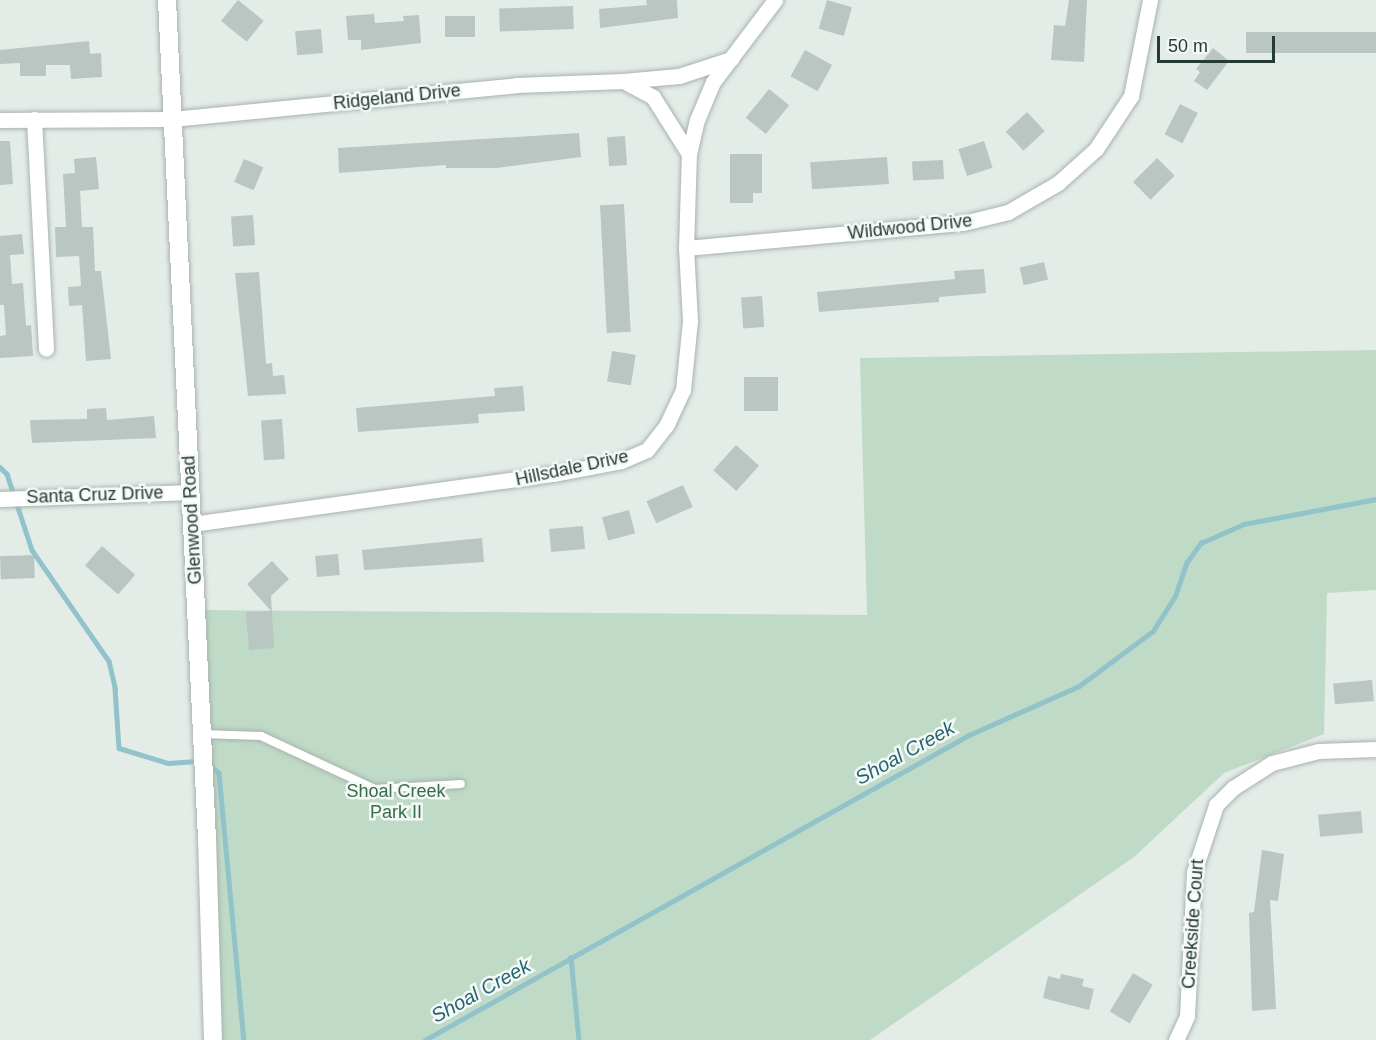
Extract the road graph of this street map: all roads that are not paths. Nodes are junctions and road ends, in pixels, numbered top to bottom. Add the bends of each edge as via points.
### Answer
1 (167, 0) edge
2 (776, 0) edge
3 (1150, 0) edge
4 (732, 59) junction
5 (623, 81) junction
6 (34, 119) junction
7 (172, 119) junction
8 (0, 120) edge
9 (689, 154) junction
10 (686, 248) junction
11 (46, 349) dead end
12 (190, 492) junction
13 (0, 499) edge
14 (192, 524) junction
15 (202, 734) junction
16 (1376, 749) edge
17 (461, 784) dead end
18 (213, 1040) edge
19 (1176, 1040) edge

1 - 7 main road, Glenwood Road
2 - 4 street
3 - 10 street, Wildwood Drive via 1131,96 1096,149 1058,183 1008,212 963,223
4 - 5 street, Ridgeland Drive via 679,76
4 - 9 street via 713,82 697,120
5 - 7 street, Ridgeland Drive via 516,85
5 - 9 street via 653,97
6 - 7 street, Ridgeland Drive
6 - 8 street, Ridgeland Drive
6 - 11 street
7 - 12 main road, Glenwood Road
9 - 10 street, Hillsdale Drive
10 - 14 street, Hillsdale Drive via 690,321 683,390 667,424 647,450 621,461 554,474
12 - 13 street, Santa Cruz Drive
12 - 14 main road, Glenwood Road
14 - 15 main road, Glenwood Road
15 - 17 lane via 261,736 375,789
15 - 18 main road, Glenwood Road
16 - 19 street, Creekside Court via 1318,751 1272,763 1252,774 1216,805 1194,872 1187,1016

# # # #

Task to carry out
Exactly reproduce each record, leaving out any pictures.

Task solution
Extract the road graph of this street map: all roads that are not paths. Nodes are junctions and road ends, in pixels, numbered top to bottom. Add the bends of each edge as via points.
### Answer
1 (167, 0) edge
2 (776, 0) edge
3 (1150, 0) edge
4 (732, 59) junction
5 (623, 81) junction
6 (34, 119) junction
7 (172, 119) junction
8 (0, 120) edge
9 (689, 154) junction
10 (686, 248) junction
11 (46, 349) dead end
12 (190, 492) junction
13 (0, 499) edge
14 (192, 524) junction
15 (202, 734) junction
16 (1376, 749) edge
17 (461, 784) dead end
18 (213, 1040) edge
19 (1176, 1040) edge

1 - 7 main road, Glenwood Road
2 - 4 street
3 - 10 street, Wildwood Drive via 1131,96 1096,149 1058,183 1008,212 963,223
4 - 5 street, Ridgeland Drive via 679,76
4 - 9 street via 713,82 697,120
5 - 7 street, Ridgeland Drive via 516,85
5 - 9 street via 653,97
6 - 7 street, Ridgeland Drive
6 - 8 street, Ridgeland Drive
6 - 11 street
7 - 12 main road, Glenwood Road
9 - 10 street, Hillsdale Drive
10 - 14 street, Hillsdale Drive via 690,321 683,390 667,424 647,450 621,461 554,474
12 - 13 street, Santa Cruz Drive
12 - 14 main road, Glenwood Road
14 - 15 main road, Glenwood Road
15 - 17 lane via 261,736 375,789
15 - 18 main road, Glenwood Road
16 - 19 street, Creekside Court via 1318,751 1272,763 1252,774 1216,805 1194,872 1187,1016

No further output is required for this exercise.